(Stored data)
....................
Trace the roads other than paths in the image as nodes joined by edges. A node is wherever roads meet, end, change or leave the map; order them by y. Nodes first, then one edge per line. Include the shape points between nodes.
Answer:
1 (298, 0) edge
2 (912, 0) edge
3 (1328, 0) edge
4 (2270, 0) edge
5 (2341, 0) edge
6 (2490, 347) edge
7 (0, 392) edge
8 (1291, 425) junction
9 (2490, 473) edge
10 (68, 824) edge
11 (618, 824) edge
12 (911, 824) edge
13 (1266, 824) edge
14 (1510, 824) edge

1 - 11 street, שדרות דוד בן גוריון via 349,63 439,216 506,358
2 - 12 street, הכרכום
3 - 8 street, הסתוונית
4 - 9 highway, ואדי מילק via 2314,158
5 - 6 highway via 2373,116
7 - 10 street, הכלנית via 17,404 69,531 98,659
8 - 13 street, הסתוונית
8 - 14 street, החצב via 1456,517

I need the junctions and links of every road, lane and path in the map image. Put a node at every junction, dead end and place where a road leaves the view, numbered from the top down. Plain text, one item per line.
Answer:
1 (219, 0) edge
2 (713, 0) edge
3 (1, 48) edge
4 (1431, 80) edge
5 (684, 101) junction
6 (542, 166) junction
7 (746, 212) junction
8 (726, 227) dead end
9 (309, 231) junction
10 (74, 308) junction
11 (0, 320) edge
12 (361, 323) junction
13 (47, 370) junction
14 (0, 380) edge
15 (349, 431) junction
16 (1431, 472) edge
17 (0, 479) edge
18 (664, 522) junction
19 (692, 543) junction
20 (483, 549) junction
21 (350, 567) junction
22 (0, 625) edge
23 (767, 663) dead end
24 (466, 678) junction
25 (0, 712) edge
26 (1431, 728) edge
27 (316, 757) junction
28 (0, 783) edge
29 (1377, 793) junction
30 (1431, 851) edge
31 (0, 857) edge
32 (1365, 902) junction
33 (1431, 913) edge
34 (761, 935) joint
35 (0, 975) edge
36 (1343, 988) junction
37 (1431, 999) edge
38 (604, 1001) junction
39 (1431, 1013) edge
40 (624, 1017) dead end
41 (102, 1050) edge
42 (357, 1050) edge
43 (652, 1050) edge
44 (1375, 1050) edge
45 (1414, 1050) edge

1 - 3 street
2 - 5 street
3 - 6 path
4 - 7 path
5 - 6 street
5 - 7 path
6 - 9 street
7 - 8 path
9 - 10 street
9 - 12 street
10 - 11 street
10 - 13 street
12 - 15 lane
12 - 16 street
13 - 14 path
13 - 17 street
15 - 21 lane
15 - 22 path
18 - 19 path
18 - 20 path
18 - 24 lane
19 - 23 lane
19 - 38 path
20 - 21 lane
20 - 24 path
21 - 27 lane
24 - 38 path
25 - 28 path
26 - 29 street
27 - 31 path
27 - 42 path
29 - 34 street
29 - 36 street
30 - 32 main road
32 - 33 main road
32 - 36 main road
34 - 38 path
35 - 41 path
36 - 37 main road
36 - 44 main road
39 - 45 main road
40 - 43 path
....................
● Assignment
Return the lines above, from the one containing "I need the junctions" to the end, exactly as they stand.

● Your solution
I need the junctions and links of every road, lane and path in the map image. Put a node at every junction, dead end and place where a road leaves the view, numbered from the top down. Plain text, one item per line.
Answer:
1 (219, 0) edge
2 (713, 0) edge
3 (1, 48) edge
4 (1431, 80) edge
5 (684, 101) junction
6 (542, 166) junction
7 (746, 212) junction
8 (726, 227) dead end
9 (309, 231) junction
10 (74, 308) junction
11 (0, 320) edge
12 (361, 323) junction
13 (47, 370) junction
14 (0, 380) edge
15 (349, 431) junction
16 (1431, 472) edge
17 (0, 479) edge
18 (664, 522) junction
19 (692, 543) junction
20 (483, 549) junction
21 (350, 567) junction
22 (0, 625) edge
23 (767, 663) dead end
24 (466, 678) junction
25 (0, 712) edge
26 (1431, 728) edge
27 (316, 757) junction
28 (0, 783) edge
29 (1377, 793) junction
30 (1431, 851) edge
31 (0, 857) edge
32 (1365, 902) junction
33 (1431, 913) edge
34 (761, 935) joint
35 (0, 975) edge
36 (1343, 988) junction
37 (1431, 999) edge
38 (604, 1001) junction
39 (1431, 1013) edge
40 (624, 1017) dead end
41 (102, 1050) edge
42 (357, 1050) edge
43 (652, 1050) edge
44 (1375, 1050) edge
45 (1414, 1050) edge

1 - 3 street
2 - 5 street
3 - 6 path
4 - 7 path
5 - 6 street
5 - 7 path
6 - 9 street
7 - 8 path
9 - 10 street
9 - 12 street
10 - 11 street
10 - 13 street
12 - 15 lane
12 - 16 street
13 - 14 path
13 - 17 street
15 - 21 lane
15 - 22 path
18 - 19 path
18 - 20 path
18 - 24 lane
19 - 23 lane
19 - 38 path
20 - 21 lane
20 - 24 path
21 - 27 lane
24 - 38 path
25 - 28 path
26 - 29 street
27 - 31 path
27 - 42 path
29 - 34 street
29 - 36 street
30 - 32 main road
32 - 33 main road
32 - 36 main road
34 - 38 path
35 - 41 path
36 - 37 main road
36 - 44 main road
39 - 45 main road
40 - 43 path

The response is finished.